Berlim, Alexander Platz. Nada resta do cenário do romance proletário de Alfred Doeblin. Domingo, 9 de janeiro. Gente com bandeiras vermelhas, jovem em maioria, começa a reunir-se, vigiada por um exército de policiais em carros de assalto ou a cavalo. É o aniversário do assassinato de Rosa Luxemburgo e Karl Liebknecht. O governo quer evitar a repetição dos choques violentos de 1999, o 80º aniversário do atentado brutal que antecipou os horrores do nazismo alguns anos mais tarde.

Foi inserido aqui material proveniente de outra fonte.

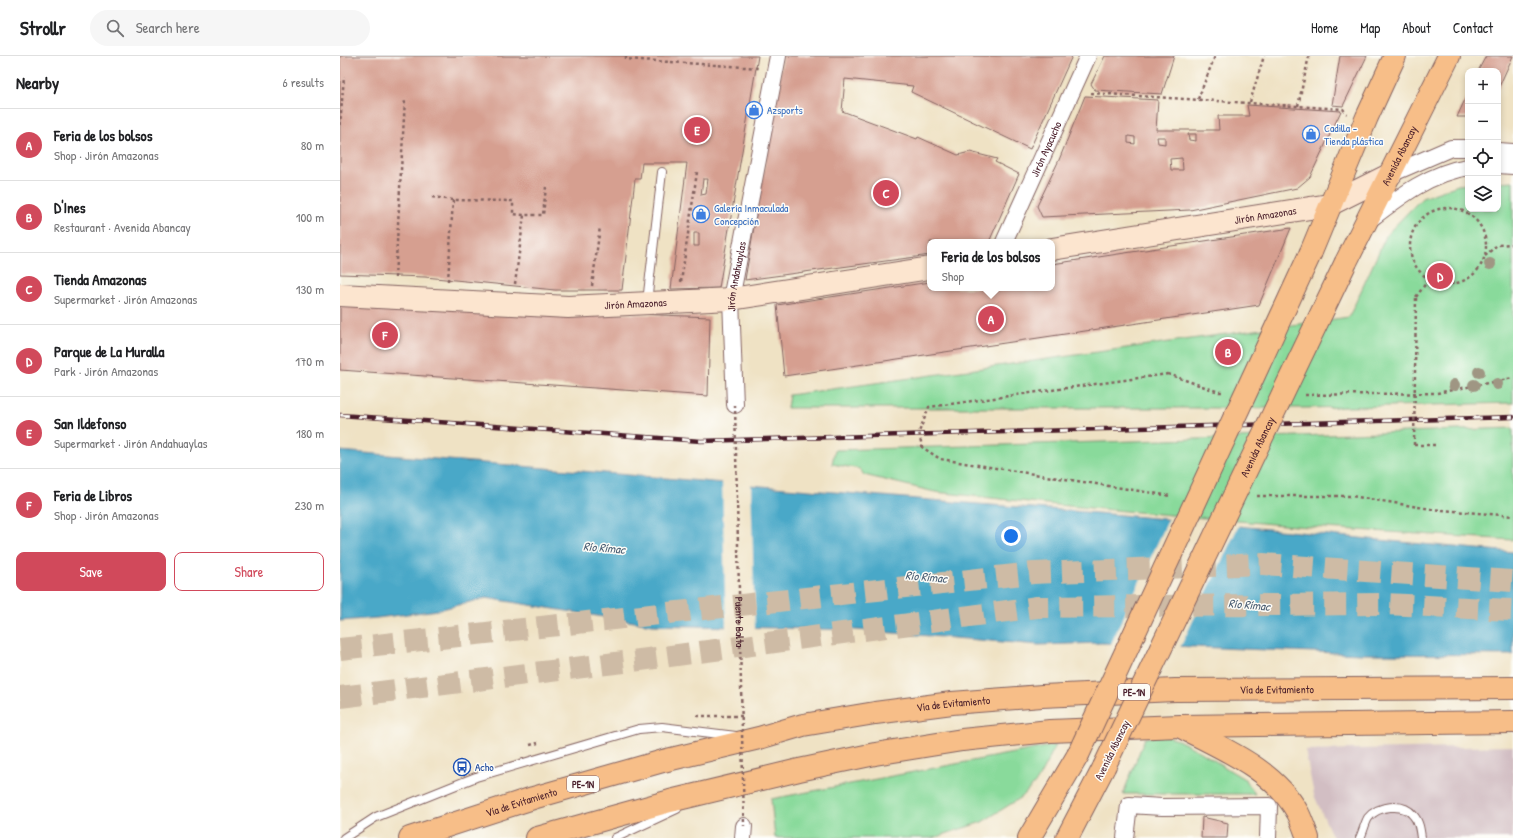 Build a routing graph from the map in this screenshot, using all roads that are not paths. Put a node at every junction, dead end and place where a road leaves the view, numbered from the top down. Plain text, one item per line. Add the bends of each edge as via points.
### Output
1 (1088, 56) edge
2 (1395, 56) edge
3 (1449, 56) edge
4 (777, 62) edge
5 (1451, 148) junction
6 (1465, 148) edge
7 (1501, 151) edge
8 (1513, 152) edge
9 (1501, 165) edge
10 (1513, 166) edge
11 (1465, 168) edge
12 (1452, 171) junction
13 (662, 172) dead end
14 (1391, 174) junction
15 (1329, 205) junction
16 (1364, 224) junction
17 (1005, 239) edge
18 (1055, 249) edge
19 (927, 268) edge
20 (340, 295) edge
21 (731, 299) junction
22 (647, 303) junction
23 (735, 405) road end
24 (1513, 688) edge
25 (1513, 722) edge
26 (1180, 726) junction
27 (759, 738) junction
28 (717, 790) junction
29 (1029, 835) edge
30 (1068, 836) edge
31 (344, 838) edge
32 (410, 838) edge
33 (537, 838) edge
34 (615, 838) edge
35 (1125, 838) edge
36 (1268, 838) edge
37 (1308, 838) edge
38 (1360, 838) edge
39 (1421, 838) edge

1 - 17 street, Jirón Ayacucho
2 - 15 main road
3 - 14 main road, Avenida Abancay
4 - 21 street, Jirón Andahuaylas
5 - 6 street, Jirón Amazonas
5 - 12 street
5 - 14 street, Jirón Amazonas
7 - 8 street
9 - 10 street
11 - 12 street
12 - 16 street via 1420,184
13 - 22 lane
14 - 15 street, Jirón Amazonas
14 - 16 main road, Avenida Abancay
15 - 18 street, Jirón Amazonas
15 - 29 main road, bridge via 1311,252 1078,755
16 - 30 main road, Avenida Abancay, bridge via 1104,767
19 - 21 street, Jirón Amazonas
20 - 22 street, Jirón Amazonas via 568,307
21 - 22 street, Jirón Amazonas
21 - 23 street, Jirón Andahuaylas
24 - 27 main road, Vía de Evitamiento / PE-1N via 1175,690 1042,696 875,712 803,725
25 - 26 main road
26 - 28 main road via 1050,731 962,740 875,754
26 - 37 main road via 1254,766 1280,789 1297,812
27 - 31 lane via 662,727 639,729 476,777 376,817
27 - 32 main road, Vía de Evitamiento / PE-1N via 663,761 533,798
28 - 33 main road
28 - 34 lane
35 - 36 street via 1129,805 1270,806
38 - 39 lane via 1368,818 1379,809 1401,807 1413,814 1420,828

Como definir a sensação que se tem em Berlim? Caminha-se pela Karl Marx Allee, passa-se pela Chancelaria provisória, prédio estranho no qual só se preservou da construção anterior o balcão central de onde Liebknecht anunciou a República Socialista. Não muito longe ficavam a Chancelaria e o “bunker” de Hitler, terra poluída e camuflada por edifícios banais, sem características, de propósito para não lembrar. Ao lado, na Potsdamer Platz, o magnífico conjunto desenhado por Renzo Piano, os prédios de cerâmica ou tijolos trazendo as cores quentes de Siena ao escuro céu berlinense. Um pouco além, em lugar do Reichstag incendiado pelos nazistas, a cúpula transparente, o cone de espelhos de Foster, que puxa o espectador para dentro e contagia de movimento a paisagem.
O Reichstag é um dos exemplos da atual tentativa alemã de “reconstrução crítica” do passado, conservando até as inscrições deixadas na parede pelos soldados russos. Até data recente, os governos tinham usado o urbanismo e as arquitetura para deliberadamente apagar a lembrança do militarismo prussiano, do tenebroso período nazista, mediante a escolha seletiva do que merecia ser reconstruído ou não. O palácio imperial, por exemplo, a Chancelaria do Reich é como se nunca tivessem existido.
No entanto a manipulação do espaço urbano não consegue fazer calar a voz inquietante do vazio, a presença do ausente. Entre a Biblioteca e a Universidade Humboldt, onde ensinou Hegel e estudou Marx, com os retratos dos seus 29 Prêmios Nobel, há na praça um estranho monumento do silêncio. No chão, duas placas de vidro permitem ao visitante espiar um espaço subterrâneo ocupado por estantes vazias: foi aqui que os nazistas queimaram os livros dos filósofos, antes de começar a queimar seres humanos, como previra Heine.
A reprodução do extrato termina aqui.